#### DATA TO USE ####

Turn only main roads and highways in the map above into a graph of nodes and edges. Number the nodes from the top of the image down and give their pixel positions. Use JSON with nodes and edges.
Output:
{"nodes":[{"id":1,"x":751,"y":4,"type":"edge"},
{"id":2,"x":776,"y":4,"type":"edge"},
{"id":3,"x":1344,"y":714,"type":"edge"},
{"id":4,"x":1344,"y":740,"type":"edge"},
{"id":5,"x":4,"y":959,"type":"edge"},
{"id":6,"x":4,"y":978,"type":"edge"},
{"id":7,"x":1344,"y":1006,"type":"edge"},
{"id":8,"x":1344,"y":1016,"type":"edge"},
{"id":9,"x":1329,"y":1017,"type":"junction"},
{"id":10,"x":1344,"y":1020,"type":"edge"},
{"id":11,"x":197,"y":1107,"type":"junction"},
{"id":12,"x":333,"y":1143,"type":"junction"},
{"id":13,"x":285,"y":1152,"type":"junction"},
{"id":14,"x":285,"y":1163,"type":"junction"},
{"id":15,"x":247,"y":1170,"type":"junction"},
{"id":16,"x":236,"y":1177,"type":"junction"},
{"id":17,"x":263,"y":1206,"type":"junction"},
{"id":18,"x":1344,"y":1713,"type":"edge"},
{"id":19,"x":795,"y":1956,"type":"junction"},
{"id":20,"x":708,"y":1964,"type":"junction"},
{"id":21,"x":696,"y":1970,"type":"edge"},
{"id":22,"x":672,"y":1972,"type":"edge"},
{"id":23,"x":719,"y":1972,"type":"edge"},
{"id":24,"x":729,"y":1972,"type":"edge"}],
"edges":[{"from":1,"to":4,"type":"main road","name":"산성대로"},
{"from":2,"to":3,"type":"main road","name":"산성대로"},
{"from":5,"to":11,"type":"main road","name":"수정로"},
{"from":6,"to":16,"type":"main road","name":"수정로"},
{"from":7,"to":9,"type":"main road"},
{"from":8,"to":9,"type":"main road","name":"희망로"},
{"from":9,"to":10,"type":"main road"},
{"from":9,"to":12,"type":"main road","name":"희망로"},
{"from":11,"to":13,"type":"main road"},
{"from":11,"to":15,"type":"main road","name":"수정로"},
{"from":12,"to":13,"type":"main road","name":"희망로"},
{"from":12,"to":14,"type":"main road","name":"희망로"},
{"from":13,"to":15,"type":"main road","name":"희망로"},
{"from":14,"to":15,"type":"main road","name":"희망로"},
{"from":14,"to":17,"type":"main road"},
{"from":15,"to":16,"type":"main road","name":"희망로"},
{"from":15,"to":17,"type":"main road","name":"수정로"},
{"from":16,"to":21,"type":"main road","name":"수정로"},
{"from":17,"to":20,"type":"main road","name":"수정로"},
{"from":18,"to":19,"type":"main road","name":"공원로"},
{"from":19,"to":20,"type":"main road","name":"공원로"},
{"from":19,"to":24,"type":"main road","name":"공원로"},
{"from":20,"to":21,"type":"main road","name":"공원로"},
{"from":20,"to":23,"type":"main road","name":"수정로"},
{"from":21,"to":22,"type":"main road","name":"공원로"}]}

####

▸ EXERCISE INSTRUCTIONS
In the listing above, locate each line with "junction" and copy it.

▸ EXERCISE OUTPUT
{"id":9,"x":1329,"y":1017,"type":"junction"},
{"id":11,"x":197,"y":1107,"type":"junction"},
{"id":12,"x":333,"y":1143,"type":"junction"},
{"id":13,"x":285,"y":1152,"type":"junction"},
{"id":14,"x":285,"y":1163,"type":"junction"},
{"id":15,"x":247,"y":1170,"type":"junction"},
{"id":16,"x":236,"y":1177,"type":"junction"},
{"id":17,"x":263,"y":1206,"type":"junction"},
{"id":19,"x":795,"y":1956,"type":"junction"},
{"id":20,"x":708,"y":1964,"type":"junction"},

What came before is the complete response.